Still, Buren kept coming back to them.
“Now the windows are my point of reference to building everything else in the space,” Buren says.
The 100-meter long window has been covered with triangle-shaped translucent colourful sheets, which are reflected on the surfaces surrounding it. Buren has turned the exhibition space, known for its openness, into a large labyrinth where visitors can take different routes, get lost and be surprised. The work gets its name, Les Paravents (Folding screens), from the large folding screens dividing the space.
During the spring, the exhibition will spread outside the museum walls with a line-up of open-air events and interventions. In May a regatta will take place and an open-air piece of 105 striped flags will fill Espoo’s Tapionaukio square.
Buren’s stripes can also be spotted on the museum attendants’ vests. Printing them, a seemingly easy job, turned out to be more challenging than expected. To keep the orange 8.7 cm stripes intact, Buren had to work hard to find a material that would not shrink or stretch. The designer Sini Villi coordinated the production of the vests with the museum team.
“Buren is very precise about his tool,” confirms Arja Miller, the chief curator of EMMA and Buren’s exhibition.
When asked about what it was like working with Buren, Miller immediately mentions long conversations with Buren – not just about the work but also the state of the world. It makes sense as in situ covers the people working in the museum and the world surrounding it.

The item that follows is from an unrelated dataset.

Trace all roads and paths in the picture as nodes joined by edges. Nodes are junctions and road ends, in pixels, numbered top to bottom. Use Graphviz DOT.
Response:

In a way, the exhibition started already a week before the official opening when over 300 JCDecaux billboards around Helsinki and Espoo were filled with stripes: five different colour combinations, without any reference to the artist or the exhibition.
In this way, Buren likes to play and challenge the idea of what we see as art. Does a striped canvas become art when taken to the museum context?

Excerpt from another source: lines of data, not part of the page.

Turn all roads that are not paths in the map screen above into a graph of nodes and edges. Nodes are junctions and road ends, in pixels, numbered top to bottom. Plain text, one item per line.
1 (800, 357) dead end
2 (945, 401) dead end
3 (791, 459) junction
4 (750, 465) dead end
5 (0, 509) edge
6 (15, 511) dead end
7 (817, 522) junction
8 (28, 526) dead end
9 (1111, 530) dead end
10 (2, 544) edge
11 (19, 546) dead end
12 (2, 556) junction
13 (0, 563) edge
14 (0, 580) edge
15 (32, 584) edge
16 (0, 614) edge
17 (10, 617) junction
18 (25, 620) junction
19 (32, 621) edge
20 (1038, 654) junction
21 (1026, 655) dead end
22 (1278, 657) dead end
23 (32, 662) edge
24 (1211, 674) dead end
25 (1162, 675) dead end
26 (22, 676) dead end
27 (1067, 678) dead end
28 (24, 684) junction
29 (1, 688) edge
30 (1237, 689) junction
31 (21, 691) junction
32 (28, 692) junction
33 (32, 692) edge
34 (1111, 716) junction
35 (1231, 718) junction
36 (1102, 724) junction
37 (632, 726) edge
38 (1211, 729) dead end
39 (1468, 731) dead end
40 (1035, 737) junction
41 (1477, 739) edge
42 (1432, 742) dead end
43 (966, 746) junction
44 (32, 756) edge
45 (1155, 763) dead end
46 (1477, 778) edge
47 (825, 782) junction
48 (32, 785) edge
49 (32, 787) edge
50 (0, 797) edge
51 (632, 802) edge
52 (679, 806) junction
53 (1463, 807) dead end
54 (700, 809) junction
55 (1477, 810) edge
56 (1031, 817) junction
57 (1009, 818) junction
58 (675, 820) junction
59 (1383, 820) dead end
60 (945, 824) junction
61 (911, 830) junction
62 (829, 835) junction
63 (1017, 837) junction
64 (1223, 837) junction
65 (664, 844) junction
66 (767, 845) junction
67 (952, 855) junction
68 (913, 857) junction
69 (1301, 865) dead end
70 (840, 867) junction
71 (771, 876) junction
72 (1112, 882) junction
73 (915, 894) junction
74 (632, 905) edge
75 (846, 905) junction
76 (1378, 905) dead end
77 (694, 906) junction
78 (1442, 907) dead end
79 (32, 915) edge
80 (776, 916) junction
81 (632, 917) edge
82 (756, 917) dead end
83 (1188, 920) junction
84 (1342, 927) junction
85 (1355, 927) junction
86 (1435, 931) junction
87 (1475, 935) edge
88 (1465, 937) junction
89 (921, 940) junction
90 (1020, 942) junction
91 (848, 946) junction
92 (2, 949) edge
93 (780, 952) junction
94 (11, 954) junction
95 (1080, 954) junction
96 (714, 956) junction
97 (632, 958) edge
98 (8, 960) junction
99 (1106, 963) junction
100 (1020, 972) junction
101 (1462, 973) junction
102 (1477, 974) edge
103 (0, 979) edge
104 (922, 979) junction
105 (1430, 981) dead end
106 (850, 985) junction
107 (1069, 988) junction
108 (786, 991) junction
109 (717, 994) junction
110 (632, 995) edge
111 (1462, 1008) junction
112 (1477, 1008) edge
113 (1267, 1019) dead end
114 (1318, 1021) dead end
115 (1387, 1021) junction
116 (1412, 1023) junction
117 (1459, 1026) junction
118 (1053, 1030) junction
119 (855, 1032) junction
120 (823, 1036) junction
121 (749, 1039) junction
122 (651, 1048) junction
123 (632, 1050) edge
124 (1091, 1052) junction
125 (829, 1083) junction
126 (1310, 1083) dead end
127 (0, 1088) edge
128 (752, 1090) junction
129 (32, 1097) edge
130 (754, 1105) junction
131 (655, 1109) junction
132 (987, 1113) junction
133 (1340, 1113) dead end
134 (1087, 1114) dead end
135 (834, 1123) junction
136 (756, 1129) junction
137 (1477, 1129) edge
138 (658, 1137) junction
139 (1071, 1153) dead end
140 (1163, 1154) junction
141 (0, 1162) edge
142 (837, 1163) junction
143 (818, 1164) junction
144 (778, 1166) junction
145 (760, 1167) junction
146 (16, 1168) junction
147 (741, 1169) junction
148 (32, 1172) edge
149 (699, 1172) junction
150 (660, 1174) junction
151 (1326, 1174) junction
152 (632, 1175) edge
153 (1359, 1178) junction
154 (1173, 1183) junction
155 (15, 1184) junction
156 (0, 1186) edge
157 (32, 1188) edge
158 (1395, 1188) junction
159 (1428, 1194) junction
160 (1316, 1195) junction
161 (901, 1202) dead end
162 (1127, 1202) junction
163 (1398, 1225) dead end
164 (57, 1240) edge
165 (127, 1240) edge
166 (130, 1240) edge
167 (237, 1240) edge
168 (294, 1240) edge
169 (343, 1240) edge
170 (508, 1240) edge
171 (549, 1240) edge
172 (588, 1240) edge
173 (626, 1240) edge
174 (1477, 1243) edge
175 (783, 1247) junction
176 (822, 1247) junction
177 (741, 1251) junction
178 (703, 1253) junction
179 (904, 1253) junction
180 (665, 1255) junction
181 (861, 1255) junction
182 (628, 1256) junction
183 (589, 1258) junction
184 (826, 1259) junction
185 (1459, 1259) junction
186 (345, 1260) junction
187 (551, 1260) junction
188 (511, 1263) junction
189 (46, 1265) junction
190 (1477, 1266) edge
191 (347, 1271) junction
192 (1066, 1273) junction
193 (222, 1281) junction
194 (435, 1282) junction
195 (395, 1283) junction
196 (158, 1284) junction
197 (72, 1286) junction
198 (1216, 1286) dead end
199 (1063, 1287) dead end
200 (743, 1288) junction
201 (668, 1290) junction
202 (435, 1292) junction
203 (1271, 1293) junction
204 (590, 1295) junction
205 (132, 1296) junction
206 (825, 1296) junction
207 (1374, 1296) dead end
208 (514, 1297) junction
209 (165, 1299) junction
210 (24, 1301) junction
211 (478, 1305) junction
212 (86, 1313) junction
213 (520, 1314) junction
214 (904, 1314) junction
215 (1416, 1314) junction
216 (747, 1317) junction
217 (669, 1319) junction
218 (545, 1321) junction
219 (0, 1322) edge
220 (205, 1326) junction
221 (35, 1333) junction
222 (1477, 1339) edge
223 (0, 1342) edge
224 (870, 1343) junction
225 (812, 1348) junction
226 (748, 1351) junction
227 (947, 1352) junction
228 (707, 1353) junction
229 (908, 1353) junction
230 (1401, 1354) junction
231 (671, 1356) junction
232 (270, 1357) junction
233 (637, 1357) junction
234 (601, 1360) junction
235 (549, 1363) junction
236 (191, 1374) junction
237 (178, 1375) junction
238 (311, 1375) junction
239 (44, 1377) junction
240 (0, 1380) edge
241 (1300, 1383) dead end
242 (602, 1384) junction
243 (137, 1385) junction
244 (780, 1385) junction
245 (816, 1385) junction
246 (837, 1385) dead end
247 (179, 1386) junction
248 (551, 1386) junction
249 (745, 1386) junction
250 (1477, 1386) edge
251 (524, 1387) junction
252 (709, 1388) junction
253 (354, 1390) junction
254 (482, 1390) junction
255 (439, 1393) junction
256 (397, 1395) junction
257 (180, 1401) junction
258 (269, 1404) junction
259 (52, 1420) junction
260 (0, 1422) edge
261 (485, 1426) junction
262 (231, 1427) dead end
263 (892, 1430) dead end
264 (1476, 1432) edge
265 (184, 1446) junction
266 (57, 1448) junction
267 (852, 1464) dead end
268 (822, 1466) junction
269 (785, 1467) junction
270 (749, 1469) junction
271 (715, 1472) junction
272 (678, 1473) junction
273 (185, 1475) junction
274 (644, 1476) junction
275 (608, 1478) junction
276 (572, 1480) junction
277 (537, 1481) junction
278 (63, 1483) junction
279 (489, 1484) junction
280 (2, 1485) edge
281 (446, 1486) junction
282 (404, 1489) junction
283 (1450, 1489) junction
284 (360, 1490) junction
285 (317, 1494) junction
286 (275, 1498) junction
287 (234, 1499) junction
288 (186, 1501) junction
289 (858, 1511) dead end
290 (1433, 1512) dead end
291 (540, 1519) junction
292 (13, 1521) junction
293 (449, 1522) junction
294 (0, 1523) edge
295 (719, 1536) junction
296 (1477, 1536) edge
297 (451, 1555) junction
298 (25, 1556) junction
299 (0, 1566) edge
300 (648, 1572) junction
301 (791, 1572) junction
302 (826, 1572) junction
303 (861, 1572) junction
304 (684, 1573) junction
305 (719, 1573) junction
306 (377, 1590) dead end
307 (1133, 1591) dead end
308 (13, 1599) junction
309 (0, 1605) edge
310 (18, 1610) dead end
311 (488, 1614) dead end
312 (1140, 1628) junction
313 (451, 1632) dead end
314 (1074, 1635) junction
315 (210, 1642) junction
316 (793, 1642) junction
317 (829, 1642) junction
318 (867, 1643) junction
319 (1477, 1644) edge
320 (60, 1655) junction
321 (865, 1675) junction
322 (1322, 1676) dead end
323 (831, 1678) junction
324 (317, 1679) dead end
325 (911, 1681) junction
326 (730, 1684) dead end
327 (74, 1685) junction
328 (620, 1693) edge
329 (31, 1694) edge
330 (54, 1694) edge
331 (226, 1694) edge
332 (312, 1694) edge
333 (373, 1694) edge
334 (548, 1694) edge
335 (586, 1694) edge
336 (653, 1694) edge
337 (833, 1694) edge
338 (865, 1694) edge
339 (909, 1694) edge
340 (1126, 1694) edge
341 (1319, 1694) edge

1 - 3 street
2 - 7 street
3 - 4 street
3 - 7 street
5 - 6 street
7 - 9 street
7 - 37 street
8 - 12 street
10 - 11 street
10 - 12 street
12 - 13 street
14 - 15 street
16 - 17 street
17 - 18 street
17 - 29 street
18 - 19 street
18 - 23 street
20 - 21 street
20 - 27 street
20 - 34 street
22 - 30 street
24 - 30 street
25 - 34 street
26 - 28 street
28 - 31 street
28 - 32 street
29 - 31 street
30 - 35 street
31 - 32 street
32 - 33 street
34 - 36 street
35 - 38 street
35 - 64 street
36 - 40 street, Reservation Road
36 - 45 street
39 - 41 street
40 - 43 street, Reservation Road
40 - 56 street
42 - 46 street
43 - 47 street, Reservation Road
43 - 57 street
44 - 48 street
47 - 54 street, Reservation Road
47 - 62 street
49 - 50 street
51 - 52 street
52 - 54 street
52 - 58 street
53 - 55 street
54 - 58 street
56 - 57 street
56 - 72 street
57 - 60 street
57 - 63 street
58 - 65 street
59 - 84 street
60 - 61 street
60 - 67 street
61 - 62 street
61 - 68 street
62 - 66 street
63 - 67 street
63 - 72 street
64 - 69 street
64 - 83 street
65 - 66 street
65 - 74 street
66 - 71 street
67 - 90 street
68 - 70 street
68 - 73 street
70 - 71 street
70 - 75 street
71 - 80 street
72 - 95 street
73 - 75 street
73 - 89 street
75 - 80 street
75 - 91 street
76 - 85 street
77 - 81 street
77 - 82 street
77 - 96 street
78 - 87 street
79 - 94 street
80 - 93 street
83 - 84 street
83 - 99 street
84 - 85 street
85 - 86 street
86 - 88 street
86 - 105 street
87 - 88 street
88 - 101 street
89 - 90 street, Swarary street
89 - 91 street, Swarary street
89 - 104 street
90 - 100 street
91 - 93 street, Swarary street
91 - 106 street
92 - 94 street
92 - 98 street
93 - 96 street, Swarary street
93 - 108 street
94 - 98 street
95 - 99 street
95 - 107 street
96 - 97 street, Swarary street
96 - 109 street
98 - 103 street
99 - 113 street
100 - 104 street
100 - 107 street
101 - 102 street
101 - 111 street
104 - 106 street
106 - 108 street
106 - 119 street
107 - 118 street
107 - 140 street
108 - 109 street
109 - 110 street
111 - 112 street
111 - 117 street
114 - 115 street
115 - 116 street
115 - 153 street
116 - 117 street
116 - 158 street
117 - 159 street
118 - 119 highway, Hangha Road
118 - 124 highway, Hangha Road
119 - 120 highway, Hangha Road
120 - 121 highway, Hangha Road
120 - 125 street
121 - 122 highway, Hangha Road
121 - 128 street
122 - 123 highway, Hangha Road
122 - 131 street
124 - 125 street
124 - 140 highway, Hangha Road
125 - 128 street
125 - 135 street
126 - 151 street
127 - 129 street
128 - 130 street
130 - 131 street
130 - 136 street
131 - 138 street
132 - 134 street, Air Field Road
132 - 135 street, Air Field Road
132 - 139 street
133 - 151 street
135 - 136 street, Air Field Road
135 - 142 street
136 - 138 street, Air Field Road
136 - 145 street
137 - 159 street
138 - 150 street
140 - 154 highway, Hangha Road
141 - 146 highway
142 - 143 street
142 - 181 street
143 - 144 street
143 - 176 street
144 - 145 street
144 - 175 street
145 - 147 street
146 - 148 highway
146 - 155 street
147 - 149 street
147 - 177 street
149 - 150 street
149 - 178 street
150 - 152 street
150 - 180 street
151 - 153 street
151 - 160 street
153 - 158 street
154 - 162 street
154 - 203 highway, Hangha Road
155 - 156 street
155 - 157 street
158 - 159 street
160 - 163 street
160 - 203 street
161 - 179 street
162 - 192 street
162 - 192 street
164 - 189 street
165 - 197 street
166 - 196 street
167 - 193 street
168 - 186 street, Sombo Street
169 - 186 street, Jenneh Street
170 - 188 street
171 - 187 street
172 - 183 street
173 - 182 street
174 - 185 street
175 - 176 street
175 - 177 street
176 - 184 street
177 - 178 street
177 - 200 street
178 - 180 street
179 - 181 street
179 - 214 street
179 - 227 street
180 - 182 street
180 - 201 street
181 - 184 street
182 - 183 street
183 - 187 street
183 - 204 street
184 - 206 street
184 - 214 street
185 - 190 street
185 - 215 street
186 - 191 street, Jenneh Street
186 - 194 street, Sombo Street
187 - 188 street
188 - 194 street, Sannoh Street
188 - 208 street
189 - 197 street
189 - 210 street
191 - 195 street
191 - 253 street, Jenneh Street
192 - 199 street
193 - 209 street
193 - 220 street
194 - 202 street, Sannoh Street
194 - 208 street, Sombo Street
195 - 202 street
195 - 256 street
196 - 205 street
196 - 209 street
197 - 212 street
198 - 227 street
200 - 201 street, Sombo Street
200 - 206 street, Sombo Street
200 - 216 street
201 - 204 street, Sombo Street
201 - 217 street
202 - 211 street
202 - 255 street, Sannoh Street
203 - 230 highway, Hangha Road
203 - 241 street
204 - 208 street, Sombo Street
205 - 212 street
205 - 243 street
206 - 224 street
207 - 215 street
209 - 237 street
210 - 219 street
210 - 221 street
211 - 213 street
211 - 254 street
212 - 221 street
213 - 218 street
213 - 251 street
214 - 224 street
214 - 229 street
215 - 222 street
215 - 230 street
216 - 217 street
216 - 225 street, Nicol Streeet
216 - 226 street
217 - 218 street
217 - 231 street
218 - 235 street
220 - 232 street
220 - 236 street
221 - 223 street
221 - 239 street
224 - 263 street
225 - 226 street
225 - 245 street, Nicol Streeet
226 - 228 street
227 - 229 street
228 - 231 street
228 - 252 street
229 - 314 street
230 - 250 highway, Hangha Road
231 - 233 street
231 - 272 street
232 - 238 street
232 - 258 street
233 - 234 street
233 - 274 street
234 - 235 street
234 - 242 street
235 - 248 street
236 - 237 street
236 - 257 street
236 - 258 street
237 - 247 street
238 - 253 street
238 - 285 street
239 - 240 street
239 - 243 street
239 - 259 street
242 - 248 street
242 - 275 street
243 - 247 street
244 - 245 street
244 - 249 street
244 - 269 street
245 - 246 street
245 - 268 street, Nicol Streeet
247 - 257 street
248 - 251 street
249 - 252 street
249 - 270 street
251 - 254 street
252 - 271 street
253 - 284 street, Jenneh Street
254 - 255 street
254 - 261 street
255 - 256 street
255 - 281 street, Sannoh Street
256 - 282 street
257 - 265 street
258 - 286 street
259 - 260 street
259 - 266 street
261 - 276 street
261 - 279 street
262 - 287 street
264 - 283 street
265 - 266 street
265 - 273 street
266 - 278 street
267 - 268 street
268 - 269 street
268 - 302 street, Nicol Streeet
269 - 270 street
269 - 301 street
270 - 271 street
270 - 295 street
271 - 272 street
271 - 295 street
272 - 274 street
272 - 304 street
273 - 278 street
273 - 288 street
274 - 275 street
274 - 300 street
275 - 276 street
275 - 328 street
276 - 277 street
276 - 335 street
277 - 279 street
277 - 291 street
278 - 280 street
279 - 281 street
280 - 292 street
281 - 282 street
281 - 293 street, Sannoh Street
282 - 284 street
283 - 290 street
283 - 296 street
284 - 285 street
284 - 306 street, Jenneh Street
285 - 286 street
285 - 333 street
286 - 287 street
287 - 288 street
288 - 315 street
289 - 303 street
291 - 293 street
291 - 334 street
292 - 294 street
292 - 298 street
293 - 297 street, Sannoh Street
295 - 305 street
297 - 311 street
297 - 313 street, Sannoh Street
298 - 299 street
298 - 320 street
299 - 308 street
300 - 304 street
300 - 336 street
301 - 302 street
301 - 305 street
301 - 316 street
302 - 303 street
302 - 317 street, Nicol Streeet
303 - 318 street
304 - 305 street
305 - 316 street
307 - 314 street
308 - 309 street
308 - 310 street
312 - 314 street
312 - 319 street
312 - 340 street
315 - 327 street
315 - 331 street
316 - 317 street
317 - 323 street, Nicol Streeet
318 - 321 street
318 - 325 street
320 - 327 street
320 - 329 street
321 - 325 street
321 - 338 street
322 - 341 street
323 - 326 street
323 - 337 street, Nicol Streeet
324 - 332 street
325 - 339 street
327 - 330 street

It makes the artist smile when thinking about the puzzled and surprised faces of people walking down the street and seeing the stripes.
“Even if I have been working for a long time, they won’t know the connection. It’s very close to my work in the streets of Paris already in the 1960s.”
Visit EMMA – Espoo Museum of Modern Art at Ahertajantie 5, 02100 Espoo. With its 5000 square metre exhibition space, it is the largest art museum in the whole of Finland. The exhibition is on until 17 July 2022.